What happens when you have negative sales for your HDB?
Don't have to panic yet.... Take a deep breath and lets go thru the explanations first.
So a HDB negative sale happens when the selling price of the HDB flat, is less than the sum of CPF to be refunded and the outstanding loan.
How did it happened?
Let me show you an example:
Your are selling your Hougang flat at $500,000.
Your current HDB or Bank loan balance is $450,000.
Total CPF to be refunded, plus accrued interest for both of you is $90,000
So, $500k - $450k = $50k ( sales proceed )
Return to CPF $90k - $50k ( sales proceed ) = Shortage $40,000
This is what happens when your selling price is not able to cover the CPF to be returned plus the outstanding loan to be cleared.
( Note: When there is a negative sale, naturally your sales proceed will be returned to your CPF, after clearing your home loan. )
You will then be subjected to all the rules of CPF after the monies go back to the accounts.
Now the most IMPORTANT question, do you need to return the short fall of $40,000 from your own pocket??
Luckily the answer is 'NO'.
This will be applicable if you fall under scenario 1.
1. At or above the market value of the flat:
'You will have to refund the selling price which includes the option monies, less your housing loan and resale levy (if any) to your CPF accounts.
You do not have to top up the P+I shortfall to your CPF accounts.

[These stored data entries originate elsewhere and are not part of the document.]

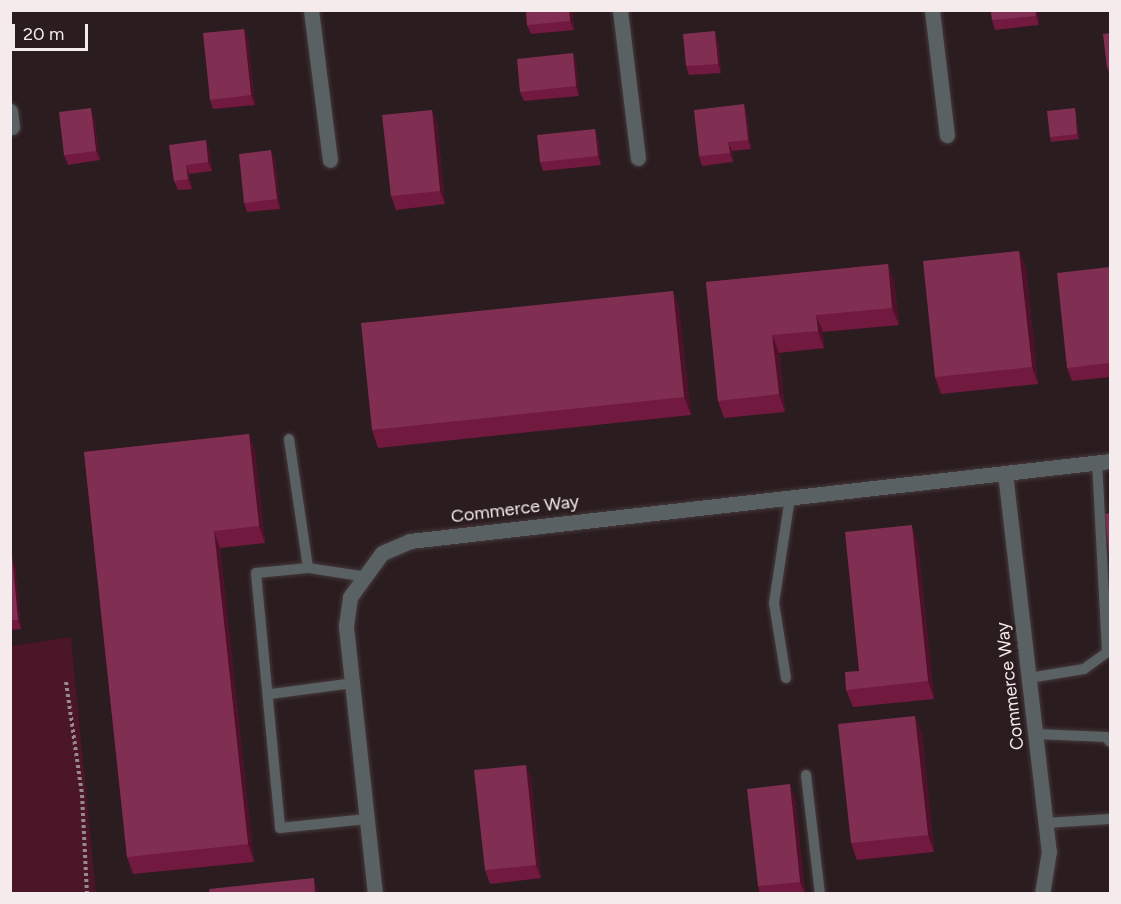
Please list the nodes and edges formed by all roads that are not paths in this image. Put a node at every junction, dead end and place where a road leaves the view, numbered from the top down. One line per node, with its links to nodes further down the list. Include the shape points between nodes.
1 (311, 10): 6 (street)
2 (620, 10): 5 (street)
3 (932, 10): 4 (street)
4 (947, 135)
5 (638, 158)
6 (330, 160)
7 (289, 439): 11 (lane)
8 (1104, 461): 9 (street, Commerce Way); 14 (lane, via 1107,652 1084,669)
9 (1005, 473): 10 (street, Commerce Way); 14 (street, Commerce Way)
10 (790, 497): 12 (street, Commerce Way, via 411,541 382,553); 13 (lane, via 774,603)
11 (308, 568): 12 (lane); 16 (lane, via 256,573)
12 (361, 576): 15 (street, Commerce Way, via 350,597 346,627)
13 (786, 678)
14 (1029, 678): 17 (street, Commerce Way)
15 (353, 683): 16 (lane); 20 (street, Commerce Way)
16 (271, 694): 20 (lane, via 280,828)
17 (1036, 734): 18 (lane, via 1106,737); 22 (street, Commerce Way)
18 (1110, 742)
19 (806, 775): 24 (lane)
20 (367, 819): 23 (street, Commerce Way)
21 (1110, 819): 22 (lane)
22 (1046, 823): 25 (street, Commerce Way, via 1048,880)
23 (375, 894)
24 (819, 894)
25 (1042, 894)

However, any option monies (e.g. option fee and option exercise fee) received from your buyer in cash upon the sale of your flat are considered part of the selling price and need to be refunded to your CPF accounts before the transaction can be completed.'
Here you should also note that in the event of a negative sale, the option fee and exercise fees will have to be surrendered back to your CPF accounts.

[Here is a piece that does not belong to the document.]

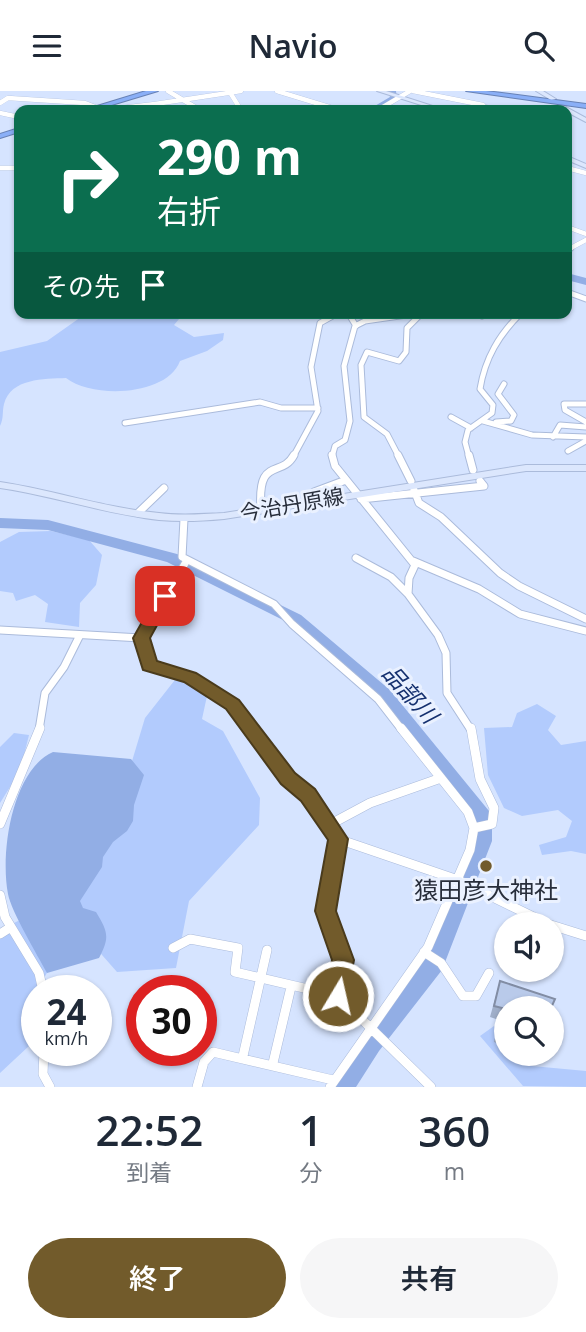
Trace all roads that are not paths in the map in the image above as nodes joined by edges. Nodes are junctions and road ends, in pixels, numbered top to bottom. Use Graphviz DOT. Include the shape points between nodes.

Therefore, its really important to market your HDB at a fair market price, market the property correctly and have adequate viewings and offers to appeal for the wavier of topping up the short fall.

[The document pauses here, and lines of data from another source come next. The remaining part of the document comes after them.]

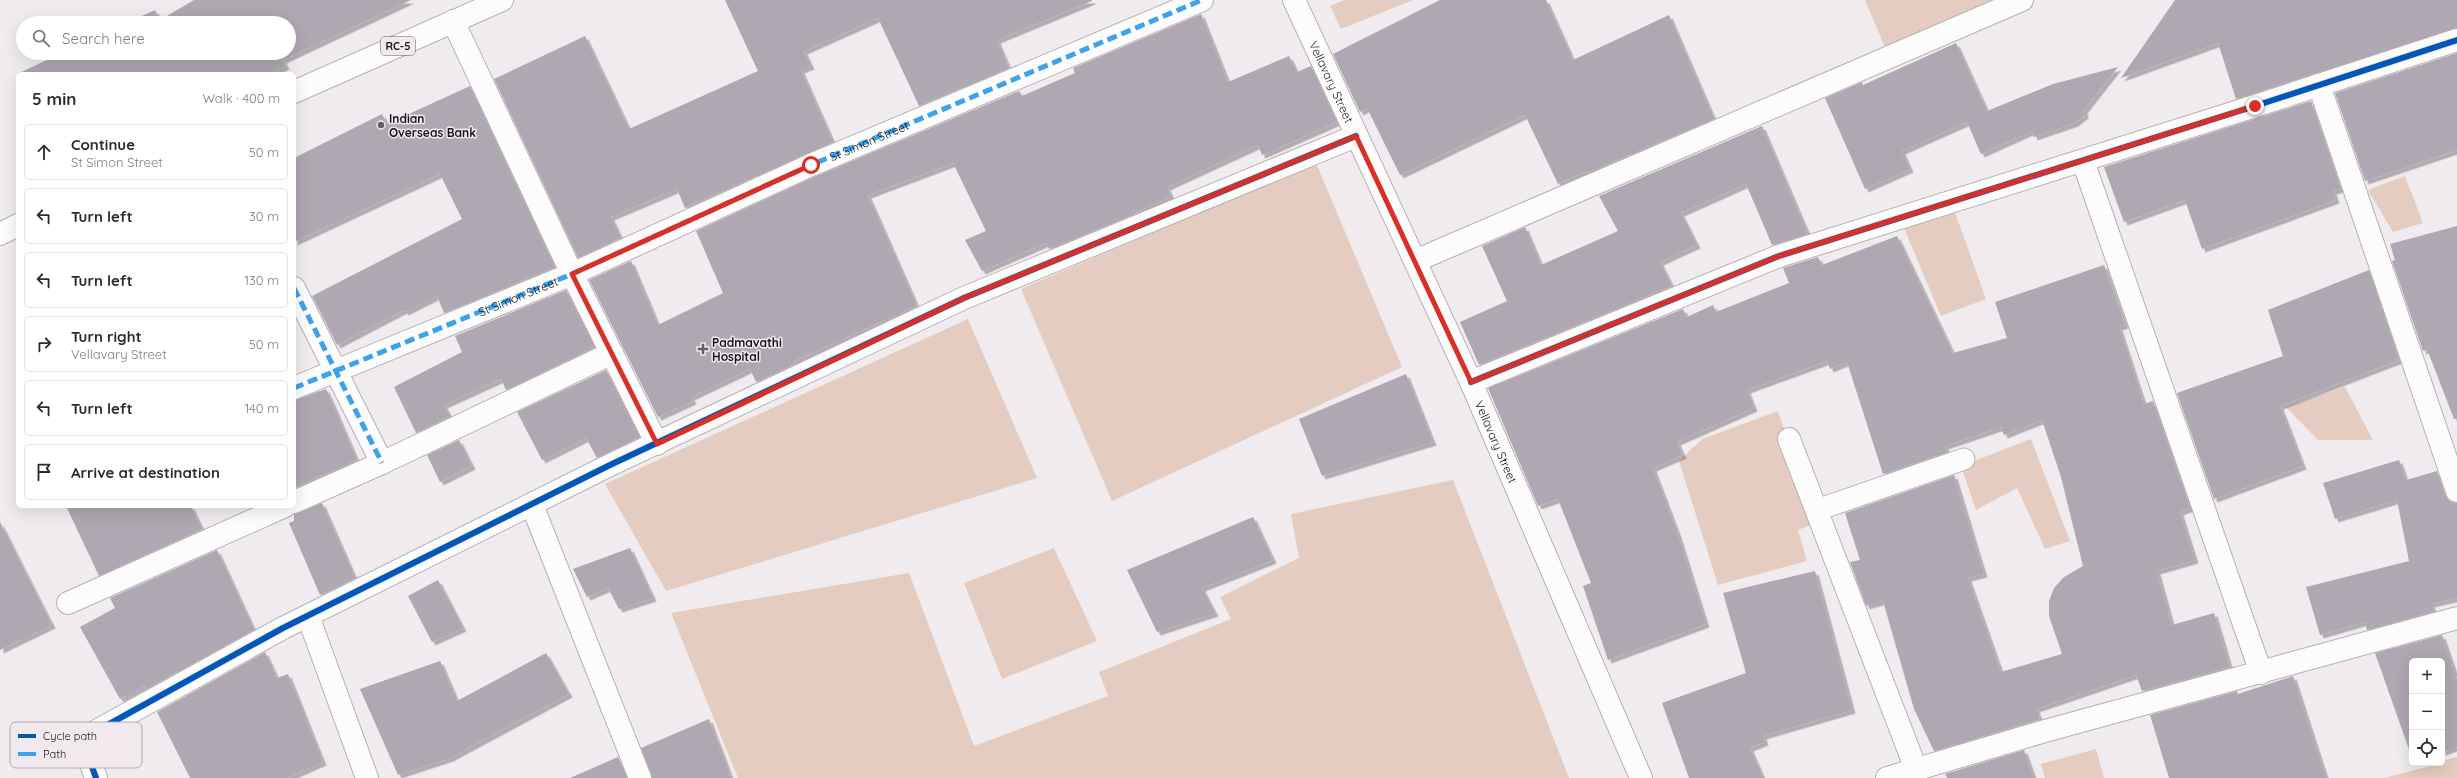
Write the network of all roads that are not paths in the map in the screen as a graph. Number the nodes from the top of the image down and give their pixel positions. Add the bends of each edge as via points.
1 (502, 0) edge
2 (1202, 0) edge
3 (2022, 0) edge
4 (1300, 2) edge
5 (453, 21) junction
6 (2457, 40) edge
7 (2319, 85) junction
8 (296, 91) edge
9 (1356, 136) junction
10 (2083, 161) junction
11 (16, 226) edge
12 (0, 234) edge
13 (1415, 261) junction
14 (572, 274) junction
15 (296, 292) edge
16 (612, 353) junction
17 (334, 371) junction
18 (1471, 382) junction
19 (296, 387) edge
20 (1789, 439) dead end
21 (657, 444) junction
22 (1964, 459) dead end
23 (382, 463) junction
24 (2456, 484) edge
25 (296, 501) edge
26 (532, 505) junction
27 (281, 508) edge
28 (1816, 510) junction
29 (68, 603) dead end
30 (308, 616) junction
31 (2457, 618) edge
32 (2261, 673) junction
33 (113, 722) edge
34 (92, 768) edge
35 (1916, 769) junction
36 (96, 778) edge
37 (367, 778) edge
38 (640, 778) edge
39 (1641, 778) edge
40 (1887, 778) edge

1 - 5 street, RC-5
2 - 14 street, St Simon Street via 811,165
3 - 13 street
4 - 9 street, Vellavary Street
5 - 8 street, RC-5
5 - 14 street
6 - 7 street
7 - 10 street
7 - 24 street
9 - 13 street, Vellavary Street
9 - 21 street via 964,298
10 - 18 street via 1779,256
10 - 32 street
11 - 12 street
13 - 18 street, Vellavary Street
14 - 16 street
14 - 17 street, St Simon Street
15 - 17 street
16 - 21 street
16 - 23 street
17 - 19 street, St Simon Street
17 - 23 street
18 - 39 street, Vellavary Street
20 - 28 street
21 - 26 street
22 - 28 lane
23 - 25 street
26 - 30 street
26 - 38 street
27 - 29 street
28 - 35 street
30 - 33 street
30 - 37 street
31 - 32 street
32 - 35 street via 2044,731
34 - 36 street
35 - 40 street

2. Below the market value of the flat
'We may require you to refund your P+I to your CPF accounts. The shortfall can be topped up in cash. We will assess your case before informing you of the amount to be refunded.'
If you do sell your property below the market value, you will have to bring it up to CPF your reasons for the appeal.
Of course, try your best not to go into scenario 2.
If you have any questions or is still unclear as to what you can do, and whether you have done it correctly.
Let us know your queries.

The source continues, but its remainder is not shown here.